Septembre 2020 : un an après les premières annonces et alors que les difficultés d’approvisionnement en produits de santé invitaient à accélérer le pas, les principales mesures ne sont toujours pas mises en œuvre.
Parmi celles-ci, l’obligation pour les industriels de créer un stock de sécurité constituait pourtant une avancée notable, demandée historiquement par le secteur associatif.
La Ligue contre le cancer lance penuries.ligue-cancer.net
Face à l’ampleur du phénomène, les professionnels de santé et les personnes malades tirent la sonnette d’alarme. Impuissants, tous souhaitent une mobilisation collective pour faire face à un problème durable et multidimensionnel. C’est précisément pourquoi l’action de la Ligue contre le cancer sur les pénuries de médicaments est plurielle. En tant qu’organisation représentant les usagers du système de santé, elle alerte les pouvoirs publics sur l’urgence à prendre en compte les conséquences des pénuries pour les personnes malades. De même, face à un phénomène structurel, la Ligue contre le cancer appelle les acteurs du médicament à prendre leur pleine et entière responsabilité.
La Ligue contre le cancer lance penuries.ligue-cancer.net, une plateforme ouverte à tous qui permet de témoigner et, in fine, d’avoir une meilleure visibilité de la situation de terrain. Cette plateforme sera relayée via les réseaux sociaux et le site de la Ligue.
Les entreprises du médicament souhaitent une solution pragmatique et responsable
Le Leem souligne qu’il s’agit majoritairement de médicaments anciens, faiblement valorisés.
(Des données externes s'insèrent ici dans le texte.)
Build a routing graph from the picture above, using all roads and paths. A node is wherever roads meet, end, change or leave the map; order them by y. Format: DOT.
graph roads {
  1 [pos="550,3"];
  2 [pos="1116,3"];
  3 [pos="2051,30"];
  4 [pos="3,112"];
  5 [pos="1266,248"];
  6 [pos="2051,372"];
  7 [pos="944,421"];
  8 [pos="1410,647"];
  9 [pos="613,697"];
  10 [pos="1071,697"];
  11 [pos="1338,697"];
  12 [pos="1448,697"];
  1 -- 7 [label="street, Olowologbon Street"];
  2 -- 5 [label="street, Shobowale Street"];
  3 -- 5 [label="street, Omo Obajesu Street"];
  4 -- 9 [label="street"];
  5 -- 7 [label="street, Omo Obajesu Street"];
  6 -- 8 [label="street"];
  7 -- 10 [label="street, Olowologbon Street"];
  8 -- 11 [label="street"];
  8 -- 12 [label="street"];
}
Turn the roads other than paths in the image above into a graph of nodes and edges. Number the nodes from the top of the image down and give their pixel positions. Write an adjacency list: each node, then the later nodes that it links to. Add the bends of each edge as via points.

L’allongement excessif de la durée de stockage de ces médicaments modifierait profondément leurs conditions d’exploitation et conduirait probablement certains fournisseurs à les retirer du marché.
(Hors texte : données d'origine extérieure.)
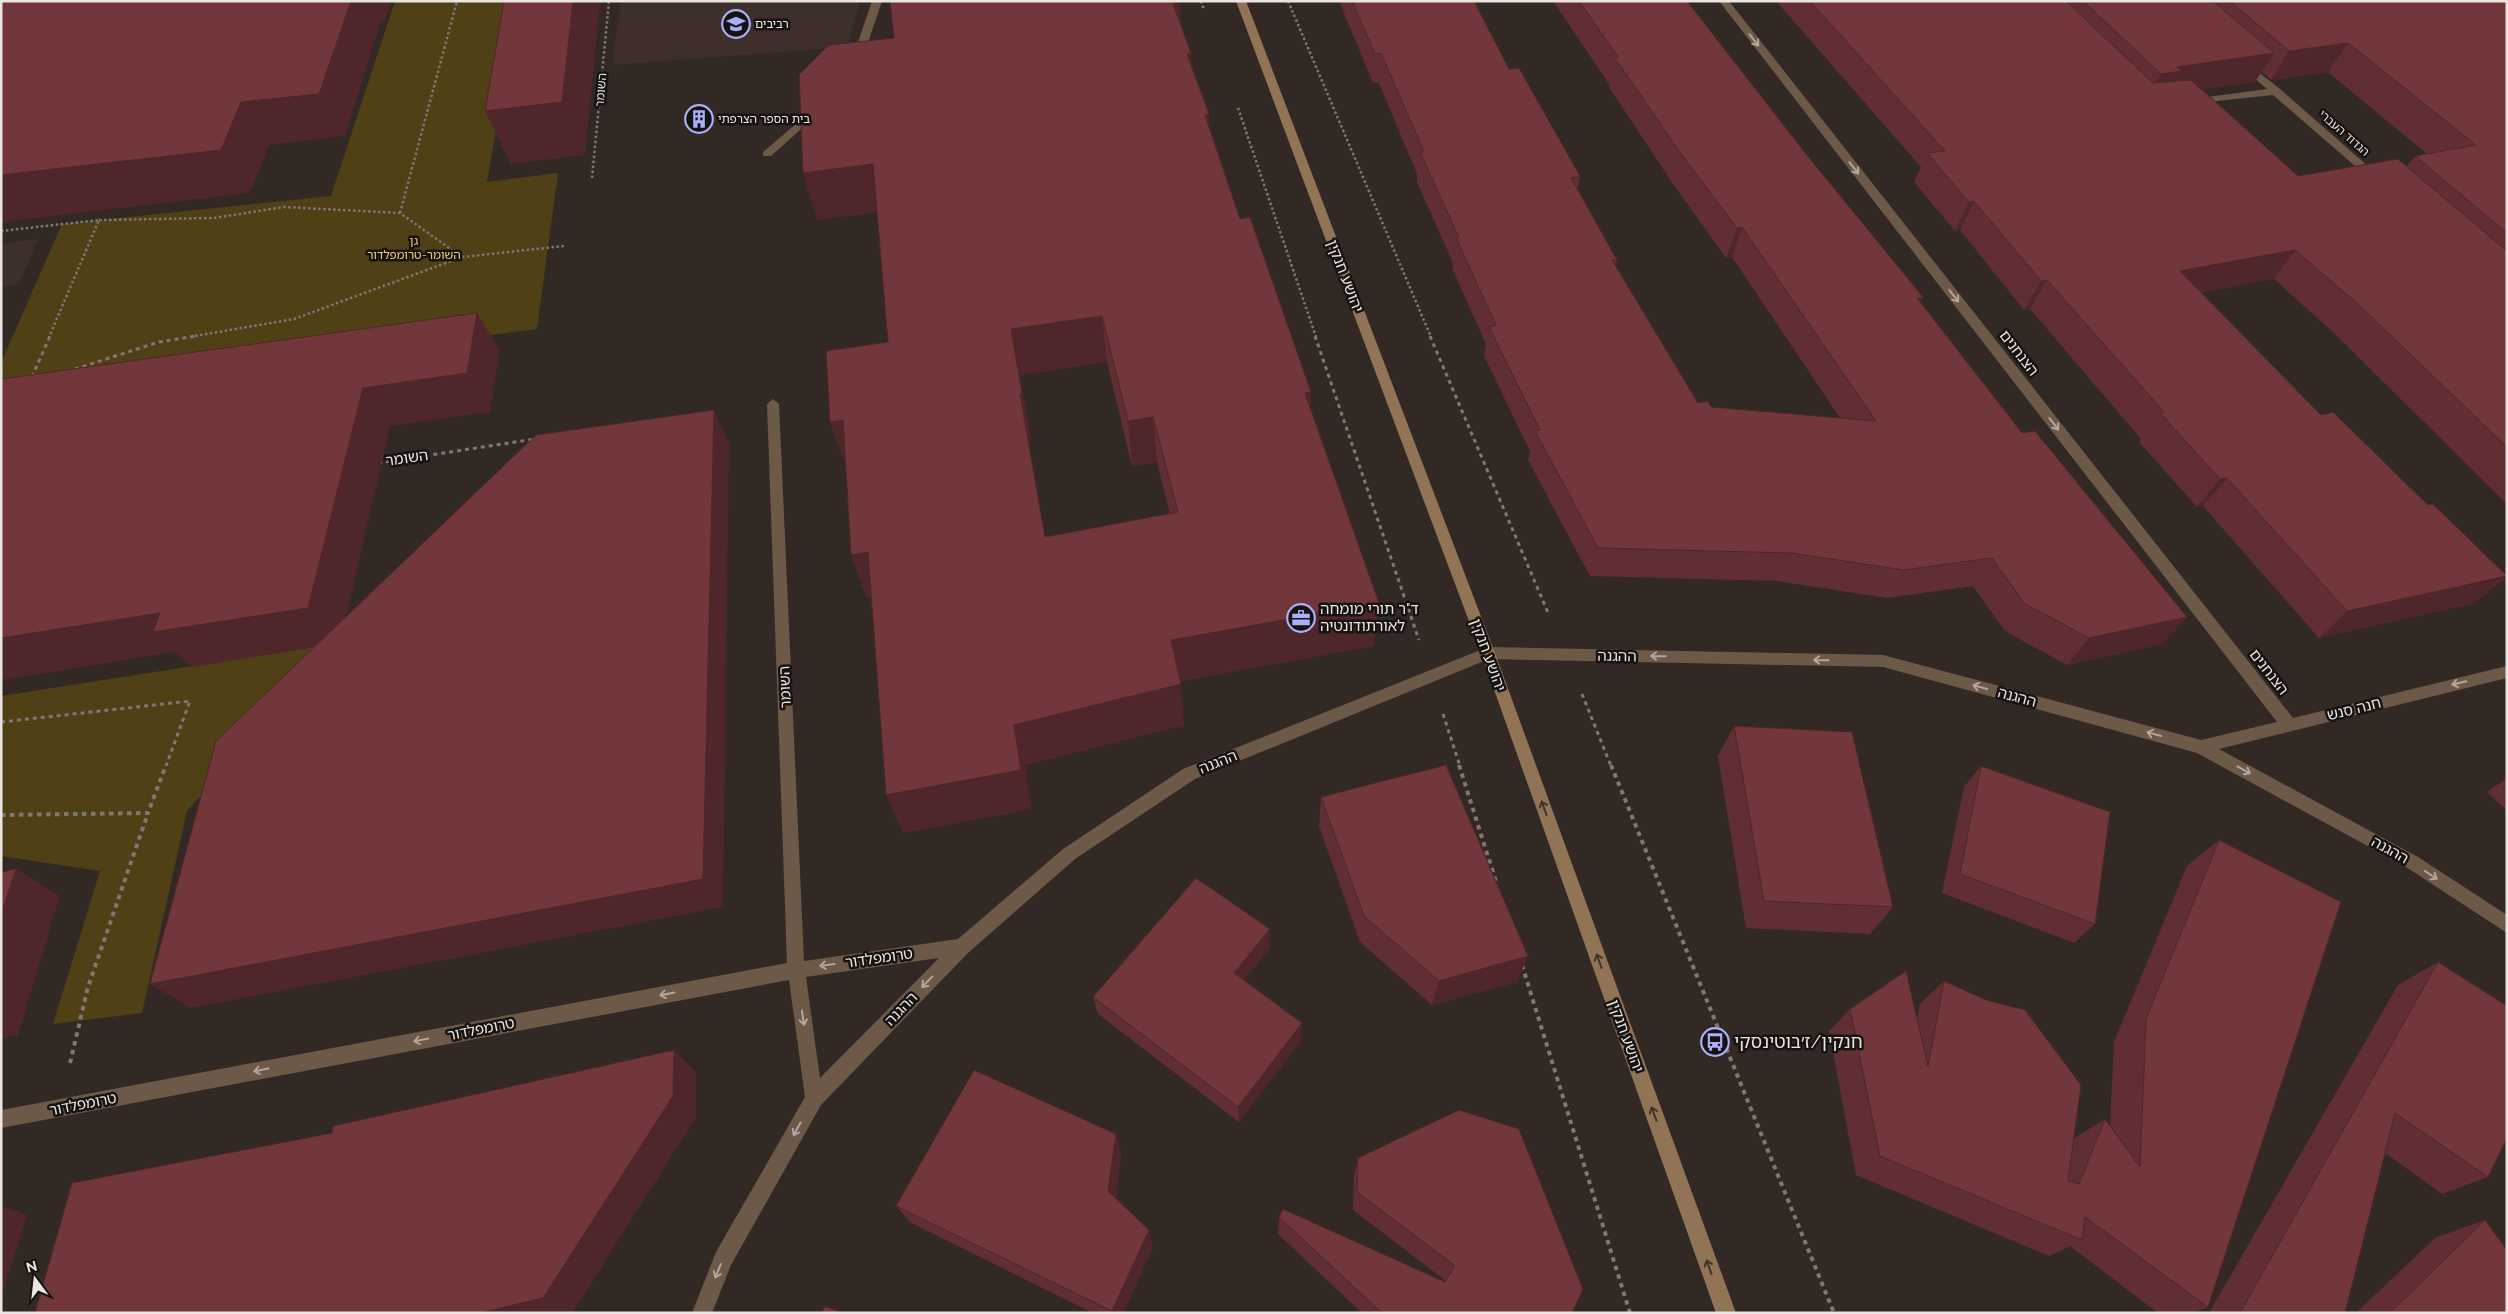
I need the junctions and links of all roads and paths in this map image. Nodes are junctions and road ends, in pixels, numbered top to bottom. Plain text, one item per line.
1 (457, 1) edge
2 (609, 1) edge
3 (876, 1) edge
4 (1241, 1) edge
5 (1724, 1) edge
6 (2238, 59) edge
7 (849, 70) edge
8 (2276, 91) junction
9 (2180, 104) edge
10 (821, 105) edge
11 (767, 154) dead end
12 (592, 178) dead end
13 (2380, 183) edge
14 (400, 213) junction
15 (99, 220) junction
16 (1, 231) edge
17 (564, 246) dead end
18 (462, 257) junction
19 (66, 372) edge
20 (29, 384) edge
21 (773, 404) dead end
22 (536, 439) edge
23 (371, 464) dead end
24 (1488, 653) junction
25 (2507, 672) edge
26 (1, 722) edge
27 (2289, 725) junction
28 (2201, 747) junction
29 (148, 813) junction
30 (1, 815) edge
31 (2507, 925) edge
32 (962, 947) junction
33 (796, 970) junction
34 (814, 1098) junction
35 (54, 1110) junction
36 (1, 1119) edge
37 (702, 1313) edge
38 (1726, 1313) edge

1 - 14 path
2 - 12 path, השומר
3 - 7 street
4 - 24 street, יהושע חנקין
5 -> 27 street, הצנחנים
6 - 8 street, הגדוד העברי
8 - 9 street
8 - 13 street, הגדוד העברי
10 - 11 street
14 - 15 path
14 - 18 path
15 - 16 path
15 - 20 path
17 - 18 path
18 - 19 path
21 - 33 street, השומר
22 - 23 path, השומר
28 -> 24 street, ההגנה
24 - 32 street, ההגנה
38 -> 24 street, יהושע חנקין
25 -> 27 street, חנה סנש
26 - 29 path
27 - 28 street, חנה סנש
28 -> 31 street, ההגנה
29 - 30 path
29 - 35 path
32 -> 33 street, טרומפלדור
32 -> 34 street, ההגנה
33 -> 34 street
33 -> 35 street, טרומפלדור
34 -> 37 street, ההגנה
35 - 36 street, טרומפלדור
A l’arrivée, loin de régler le problème des ruptures d’approvisionnement, une durée de stockage trop contraignante aurait donc pour effet de les aggraver.
Par ailleurs, comme l’a montré la récente crise sanitaire du Covid-19 avec l’explosion de la demande de certains produits de réanimation, les médicaments doivent pouvoir circuler librement pour couvrir les besoins des patients là où ils se trouvent. Même s’il n’existera jamais de risque zéro en matière de lutte contre les ruptures, c’est grâce à une mobilisation à l’échelle mondiale que les entreprises parviennent à mieux gérer les tensions d’approvisionnement.
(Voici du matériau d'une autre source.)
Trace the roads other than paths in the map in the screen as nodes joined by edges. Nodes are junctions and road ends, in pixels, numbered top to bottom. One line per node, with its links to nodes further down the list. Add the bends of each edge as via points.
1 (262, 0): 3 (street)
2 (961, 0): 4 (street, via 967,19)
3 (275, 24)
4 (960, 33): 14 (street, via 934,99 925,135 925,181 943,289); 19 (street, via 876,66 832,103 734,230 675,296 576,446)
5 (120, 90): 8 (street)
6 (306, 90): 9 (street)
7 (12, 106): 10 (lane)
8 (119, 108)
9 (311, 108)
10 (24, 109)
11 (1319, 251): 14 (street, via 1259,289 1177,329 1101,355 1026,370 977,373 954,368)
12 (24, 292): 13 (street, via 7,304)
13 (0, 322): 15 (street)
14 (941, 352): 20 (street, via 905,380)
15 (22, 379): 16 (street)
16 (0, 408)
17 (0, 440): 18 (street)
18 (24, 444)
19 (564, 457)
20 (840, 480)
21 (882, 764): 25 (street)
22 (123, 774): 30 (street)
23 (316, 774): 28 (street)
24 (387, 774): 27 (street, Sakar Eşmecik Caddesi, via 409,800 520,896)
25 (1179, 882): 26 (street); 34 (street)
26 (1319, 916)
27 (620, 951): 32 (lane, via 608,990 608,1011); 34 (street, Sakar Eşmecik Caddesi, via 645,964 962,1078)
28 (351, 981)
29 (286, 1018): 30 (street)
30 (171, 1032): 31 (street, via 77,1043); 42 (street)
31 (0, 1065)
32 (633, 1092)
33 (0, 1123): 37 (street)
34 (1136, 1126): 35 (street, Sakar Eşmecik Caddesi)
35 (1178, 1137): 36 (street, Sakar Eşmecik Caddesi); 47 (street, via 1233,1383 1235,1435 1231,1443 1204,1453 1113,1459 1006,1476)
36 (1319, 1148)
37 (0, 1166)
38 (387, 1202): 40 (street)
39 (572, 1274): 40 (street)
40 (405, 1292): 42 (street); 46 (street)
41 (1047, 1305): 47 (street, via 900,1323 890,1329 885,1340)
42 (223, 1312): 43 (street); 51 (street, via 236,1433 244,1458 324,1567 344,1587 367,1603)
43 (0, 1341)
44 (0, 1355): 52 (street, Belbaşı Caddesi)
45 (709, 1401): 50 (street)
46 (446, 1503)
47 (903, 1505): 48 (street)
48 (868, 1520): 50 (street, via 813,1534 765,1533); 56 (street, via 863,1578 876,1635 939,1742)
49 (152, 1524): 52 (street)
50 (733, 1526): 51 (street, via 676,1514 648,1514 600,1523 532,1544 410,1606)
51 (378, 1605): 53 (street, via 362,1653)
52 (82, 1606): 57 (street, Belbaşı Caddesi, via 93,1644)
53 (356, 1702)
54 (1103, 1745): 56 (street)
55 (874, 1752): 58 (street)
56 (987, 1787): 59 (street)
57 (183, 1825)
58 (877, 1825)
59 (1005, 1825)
Le Leem est favorable à la sécurisation des stocks des médicaments les plus indispensables mais dans le cadre d’un dispositif pragmatique et responsable, dans l’intérêt des patients. Il s’oppose en revanche à tout réflexe protectionniste qui, s’il s’étendait à l’échelle planétaire, priverait l’ensemble des patients de l’accès aux traitements dont ils ont besoin.
Le Leem invite une nouvelle fois à une solution réaliste et réitère son souhait d’associer les patients à cette démarche.
Qu’attend-t–on ? Du courage politique!
Le décret nécessaire à la mise en œuvre du dispositif est actuellement en attente : l’industrie pharmaceutique met aujourd’hui tout en œuvre pour en diminuer la portée.
Devant l’ampleur inégalée des pénuries de médicaments et de vaccins, les associations demandent :
- Que le décret permettant la constitution de stocks de sécurité de médicaments et de vaccins doit être publié sans attendre.
- Que le dispositif prévu par la loi constituait déjà le fruit d’un compromis en précisant que ces stocks ne pouvaient excéder quatre mois de couverture des besoins.
La demande des associations doit être entendue, à savoir l’obligation pour les industriels de constituer des stocks de sécurité correspondant à :
- 4 mois de couverture des besoins pour les médicaments d’intérêt thérapeutique majeur mentionnée à l’article L5111-4 du code de la santé publique
- au moins 2 mois de couverture des besoins pour tout autre médicament.
Plus largement, les associations considèrent que les mesures annoncées par le premier Ministre, votées par la représentation nationale et attendues par nos concitoyens doivent être mises en œuvre en conservant toute leur portée et tout leur sens.